**Exercise goal:**
Take the data below and extract the lines from the one with "#include <math.h>" to the one with "cairo_set_miter_limit(cr, 4);", inclusive, exactly as written.

**Available data:**
§ §
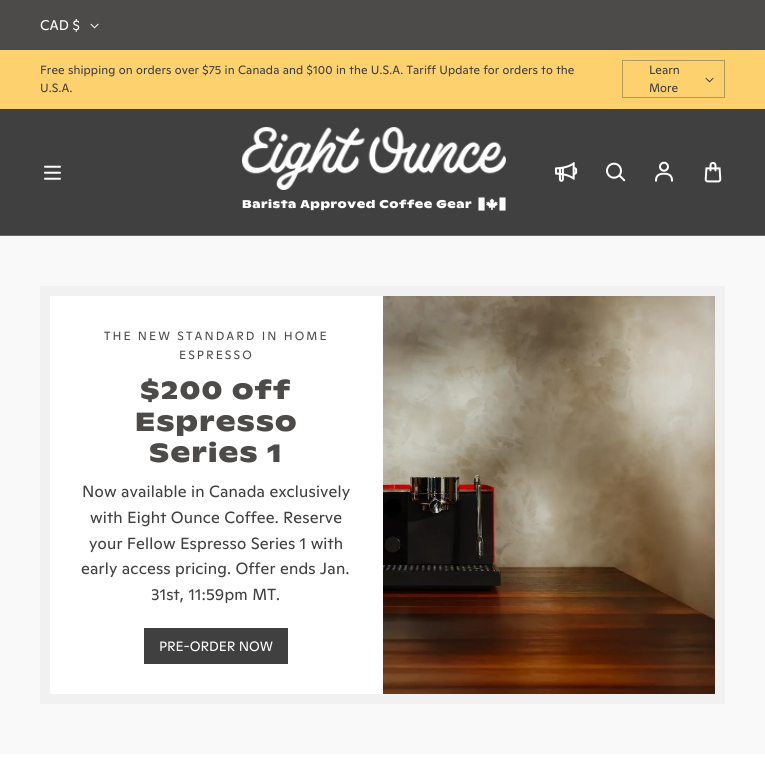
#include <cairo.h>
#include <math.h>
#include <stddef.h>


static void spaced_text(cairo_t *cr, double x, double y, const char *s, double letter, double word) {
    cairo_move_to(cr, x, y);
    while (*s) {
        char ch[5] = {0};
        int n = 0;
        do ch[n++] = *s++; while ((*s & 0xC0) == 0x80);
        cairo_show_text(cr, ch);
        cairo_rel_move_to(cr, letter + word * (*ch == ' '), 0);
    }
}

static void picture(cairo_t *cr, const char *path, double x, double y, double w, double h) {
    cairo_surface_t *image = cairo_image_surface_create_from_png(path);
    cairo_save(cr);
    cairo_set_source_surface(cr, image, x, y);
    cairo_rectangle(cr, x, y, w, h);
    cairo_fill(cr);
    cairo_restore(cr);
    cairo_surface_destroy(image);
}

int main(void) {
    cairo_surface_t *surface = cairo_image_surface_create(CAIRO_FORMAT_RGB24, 765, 782);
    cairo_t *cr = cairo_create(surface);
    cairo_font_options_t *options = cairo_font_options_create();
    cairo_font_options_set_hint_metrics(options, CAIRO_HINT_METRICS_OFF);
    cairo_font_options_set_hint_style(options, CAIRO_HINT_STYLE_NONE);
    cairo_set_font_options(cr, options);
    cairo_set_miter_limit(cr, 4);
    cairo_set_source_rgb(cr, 1, 1, 1);
    cairo_paint(cr);
    cairo_set_source_rgb(cr, 0.302, 0.294, 0.286);
    cairo_rectangle(cr, 0, 0, 765, 50);
    cairo_fill(cr);
    cairo_select_font_face(cr, "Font", CAIRO_FONT_SLANT_NORMAL, CAIRO_FONT_WEIGHT_NORMAL);
    cairo_set_font_size(cr, 14);
    cairo_set_source_rgb(cr, 1, 1, 1);
    cairo_move_to(cr, 40, 30);
    cairo_show_text(cr, "CAD $");
    picture(cr, "img1.png", 90, 23, 9, 6);
    cairo_set_source_rgb(cr, 0.992, 0.824, 0.431);
    cairo_rectangle(cr, 0, 50, 765, 59);
    cairo_fill(cr);
    cairo_set_font_size(cr, 11.9);
    cairo_set_source_rgb(cr, 0.251, 0.251, 0.251);
    spaced_text(cr, 40, 74, "Free shipping on orders over $75 in Canada and $100 in the U.S.A. Tariff Update for orders to the", 0.12, 0);
    cairo_rectangle(cr, 622.5, 60.5, 102, 37);
    cairo_set_source_rgb(cr, 0.694, 0.596, 0.361);
    cairo_set_line_width(cr, 1);
    cairo_stroke(cr);
    cairo_set_font_size(cr, 12);
    cairo_set_source_rgb(cr, 0.251, 0.251, 0.251);
    cairo_move_to(cr, 649, 74);
    cairo_show_text(cr, "Learn");
    cairo_move_to(cr, 649, 92);
    cairo_show_text(cr, "More");
    picture(cr, "img2.png", 705, 77, 9, 6);
    cairo_set_font_size(cr, 11.9);
    spaced_text(cr, 40, 92, "U.S.A.", 0.12, 0);
    cairo_rectangle(cr, 0, 109, 765, 126);
    cairo_fill(cr);
    cairo_set_source_rgb(cr, 0.4, 0.4, 0.4);
    cairo_rectangle(cr, 0, 235, 765, 1);
    cairo_fill(cr);
    picture(cr, "img3.png", 44, 165, 17, 15);
    picture(cr, "img4.png", 555, 162, 23, 20);
    picture(cr, "img5.png", 606, 162, 20, 20);
    picture(cr, "img6.png", 655, 161, 18, 21);
    picture(cr, "img7.png", 704, 161, 18, 22);
    picture(cr, "img8.png", 242, 127, 264, 63);
    cairo_select_font_face(cr, "Font", CAIRO_FONT_SLANT_NORMAL, CAIRO_FONT_WEIGHT_BOLD);
    cairo_set_font_size(cr, 11.2);
    cairo_set_source_rgb(cr, 1, 1, 1);
    spaced_text(cr, 242, 208, "Barista Approved Coffee Gear", 0.55, 0);
    picture(cr, "img9.png", 478, 197, 28, 14);
    cairo_set_source_rgb(cr, 0.976, 0.976, 0.976);
    cairo_rectangle(cr, 0, 237, 765, 517);
    cairo_fill(cr);
    cairo_set_source_rgb(cr, 0.98, 0.98, 0.98);
    cairo_rectangle(cr, 0, 236, 765, 1);
    cairo_fill(cr);
    cairo_set_source_rgb(cr, 0.945, 0.945, 0.945);
    cairo_rectangle(cr, 40, 286, 685, 418);
    cairo_fill(cr);
    cairo_set_source_rgb(cr, 1, 1, 1);
    cairo_rectangle(cr, 50, 296, 333, 398);
    cairo_fill(cr);
    cairo_select_font_face(cr, "Font", CAIRO_FONT_SLANT_NORMAL, CAIRO_FONT_WEIGHT_NORMAL);
    cairo_set_font_size(cr, 11.9);
    cairo_set_source_rgb(cr, 0.302, 0.294, 0.286);
    spaced_text(cr, 104, 340, "THE NEW STANDARD IN HOME", 2.1, 0);
    spaced_text(cr, 179, 359, "ESPRESSO", 2.1, 0);
    cairo_select_font_face(cr, "Font", CAIRO_FONT_SLANT_NORMAL, CAIRO_FONT_WEIGHT_BOLD);
    cairo_set_font_size(cr, 26.25);
    spaced_text(cr, 140, 399, "$200 off", 1.25, 0);
    spaced_text(cr, 135, 431, "Espresso", 1.25, 0);
    spaced_text(cr, 149, 462, "Series 1", 1.25, 0);
    cairo_select_font_face(cr, "Font", CAIRO_FONT_SLANT_NORMAL, CAIRO_FONT_WEIGHT_NORMAL);
    cairo_set_font_size(cr, 16.1);
    cairo_set_source_rgb(cr, 0.251, 0.251, 0.251);
    spaced_text(cr, 82, 497, "Now available in Canada exclusively", 0.15, 0);
    spaced_text(cr, 90, 523, "with Eight Ounce Coffee. Reserve", 0.15, 0);
    spaced_text(cr, 89, 549, "your Fellow Espresso Series 1 with", 0.15, 0);
    spaced_text(cr, 81, 574, "early access pricing. Offer ends Jan.", 0.15, 0);
    spaced_text(cr, 151, 600, "31st, 11:59pm MT.", 0.15, 0);
    cairo_rectangle(cr, 144, 628, 144, 36);
    cairo_fill(cr);
    cairo_set_font_size(cr, 13.5);
    cairo_set_source_rgb(cr, 1, 1, 1);
    cairo_move_to(cr, 159, 651);
    cairo_show_text(cr, "PRE-ORDER NOW");
    picture(cr, "img10.png", 383, 296, 332, 398);
    cairo_surface_write_to_png(surface, "page.png");
    cairo_font_options_destroy(options);
    cairo_destroy(cr);
    cairo_surface_destroy(surface);
    return 0;
}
§ §
**Solution to the exercise:**
#include <math.h>
#include <stddef.h>


static void spaced_text(cairo_t *cr, double x, double y, const char *s, double letter, double word) {
    cairo_move_to(cr, x, y);
    while (*s) {
        char ch[5] = {0};
        int n = 0;
        do ch[n++] = *s++; while ((*s & 0xC0) == 0x80);
        cairo_show_text(cr, ch);
        cairo_rel_move_to(cr, letter + word * (*ch == ' '), 0);
    }
}

static void picture(cairo_t *cr, const char *path, double x, double y, double w, double h) {
    cairo_surface_t *image = cairo_image_surface_create_from_png(path);
    cairo_save(cr);
    cairo_set_source_surface(cr, image, x, y);
    cairo_rectangle(cr, x, y, w, h);
    cairo_fill(cr);
    cairo_restore(cr);
    cairo_surface_destroy(image);
}

int main(void) {
    cairo_surface_t *surface = cairo_image_surface_create(CAIRO_FORMAT_RGB24, 765, 782);
    cairo_t *cr = cairo_create(surface);
    cairo_font_options_t *options = cairo_font_options_create();
    cairo_font_options_set_hint_metrics(options, CAIRO_HINT_METRICS_OFF);
    cairo_font_options_set_hint_style(options, CAIRO_HINT_STYLE_NONE);
    cairo_set_font_options(cr, options);
    cairo_set_miter_limit(cr, 4);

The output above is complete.